[Pigging by Wilfrid: August 4, 2014]
Cherchez le sel? But it's here, it's there, it's everywhere. Or at least it was on my first--and so far, last--visit to Keith McNally's new bistro, Cherche Midi, in what was previously his trattoria Pulino's on the busy corner of Bowery and East Houston.
It wasn't supposed to be my last visit. I booked a table easily enough in the early days of Cherche Midi opening, but it quickly reverted to the default reservation pattern familiar from Minetta Tavern (and I guess from Balthazar--although I haven't been there for dinner in many years).
5.30 or 10.30. That's it. Oh sure, you can walk in--and find the bar packed, and walk out again. I did try, a couple of times, because I wanted to write a full review. But life is too short, and I don't get paid, so here are the impressions from one meal. Sadly, a bad one.
Last time I looked in, there was certainly a mob at the door. The Infatuation reported this week that things have gotten worse: "There’s just nowhere to put all the people. They packed probably five tables too many in this place, and trying to get around is like playing a game of Marble Madness. You get bumped all meal long by waitstaff trying to get by, and are literally inside the entree of the table next to you."

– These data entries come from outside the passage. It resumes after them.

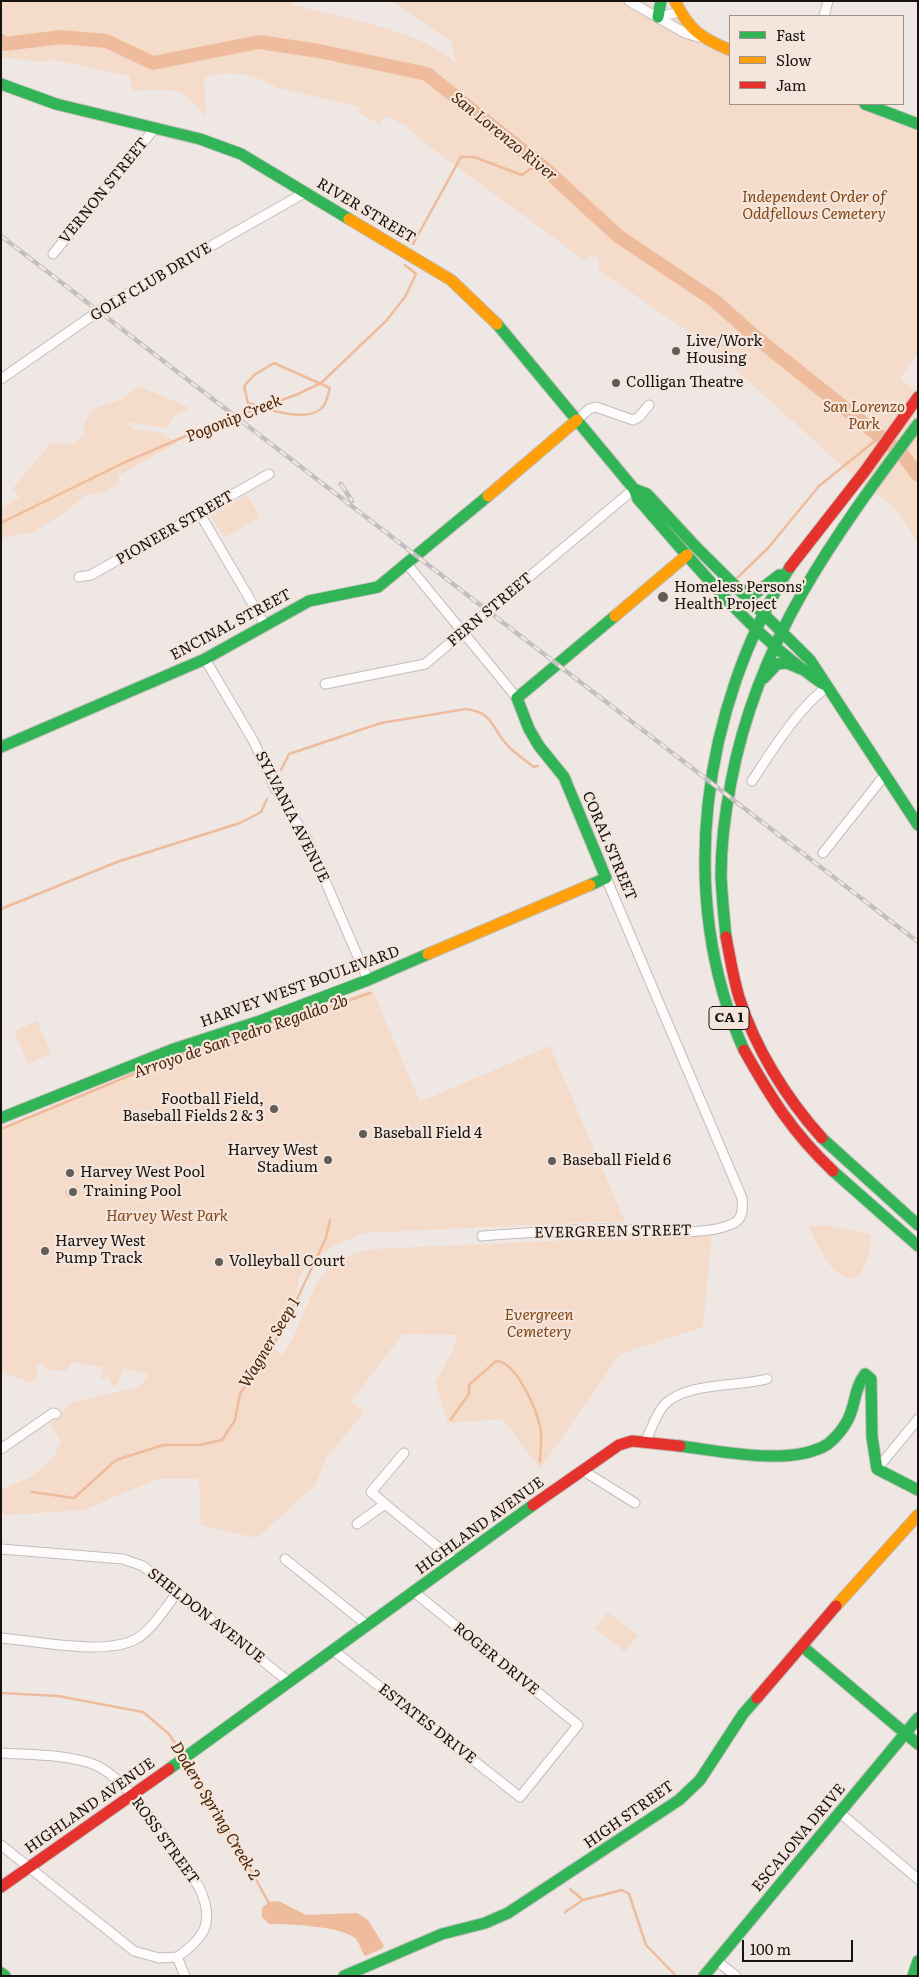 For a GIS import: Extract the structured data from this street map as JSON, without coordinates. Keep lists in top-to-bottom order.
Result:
{
  "streets": {
    "main road": [
      "RIVER STREET",
      "ENCINAL STREET",
      "CORAL STREET",
      "HARVEY WEST BOULEVARD",
      "CA 1",
      "HIGHLAND AVENUE",
      "HIGH STREET",
      "ESCALONA DRIVE"
    ],
    "street": [
      "VERNON STREET",
      "GOLF CLUB DRIVE",
      "PIONEER STREET",
      "FERN STREET",
      "SYLVANIA AVENUE",
      "EVERGREEN STREET",
      "SHELDON AVENUE",
      "ROGER DRIVE",
      "ESTATES DRIVE",
      "ROSS STREET"
    ]
  },
  "crossings": [
    ["VERNON STREET", "RIVER STREET"],
    ["RIVER STREET", "GOLF CLUB DRIVE"],
    ["RIVER STREET", "FERN STREET"],
    ["RIVER STREET", "ENCINAL STREET"],
    ["RIVER STREET", "CA 1"],
    ["ENCINAL STREET", "SYLVANIA AVENUE"],
    ["SYLVANIA AVENUE", "HARVEY WEST BOULEVARD"],
    ["CORAL STREET", "HARVEY WEST BOULEVARD"],
    ["CORAL STREET", "EVERGREEN STREET"],
    ["HIGHLAND AVENUE", "SHELDON AVENUE"],
    ["HIGHLAND AVENUE", "ROGER DRIVE"],
    ["HIGHLAND AVENUE", "ESTATES DRIVE"],
    ["HIGHLAND AVENUE", "ROSS STREET"],
    ["ROGER DRIVE", "ESTATES DRIVE"]
  ],
  "water": [
    "San Lorenzo River",
    "Pogonip Creek",
    "Arroyo de San Pedro Regaldo 2b",
    "Wagner Seep 1",
    "Dodero Spring Creek 2"
  ],
  "parks": [
    "Independent Order of Oddfellows Cemetery",
    "San Lorenzo Park",
    "Harvey West Park",
    "Evergreen Cemetery"
  ],
  "places": [
    "Live/Work Housing",
    "Colligan Theatre",
    "Homeless Persons' Health Project",
    "Football Field, Baseball Fields 2 & 3",
    "Baseball Field 4",
    "Harvey West Stadium",
    "Baseball Field 6",
    "Harvey West Pool",
    "Training Pool",
    "Harvey West Pump Track",
    "Volleyball Court"
  ],
  "legend": ["Fast", "Slow", "Jam"],
  "scale_bar": "100 m"
}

So there I was lucky. My early visit, on a weekday evening, showed how pleasant the ambience can be--in the patented McNally faux-French way--when the place isn't full. Some fresh bread, some butter, a glass of bubbles; the correct paper tablecloth, the tiled floor. Nice. But what to eat? The simple answer is the burger, which everyone seems to like, and which is reasonably priced at $21 de luxe. But what is you want dinner?

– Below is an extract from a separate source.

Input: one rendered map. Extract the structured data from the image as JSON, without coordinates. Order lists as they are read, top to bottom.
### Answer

Like Balthazar for the most part, Cherche Midi offers a very American faux-French experience. Once you've discarded all the salads and the inevitable hamachi crudo, the remaining appetizers are frog's legs and a $26 bit of foie gras, and the frog's legs were threatened with a green sauce (my bête verte, if you like;visions of wheatgrass).
Or there was a pot au fromage, and I didn't know what it was, so I ordered it.
Now the menu does say "pot au fromage, parmesan custard," but the latter is not additional to the former. It's what the former is. A pot of warm, melted parmesan cheese, possibly (indeed probably, given the price of cheese) whipped up with some butter or something. Now, parmesan is a salty cheese, so what you may not want with it is toast spread with anchovy butter.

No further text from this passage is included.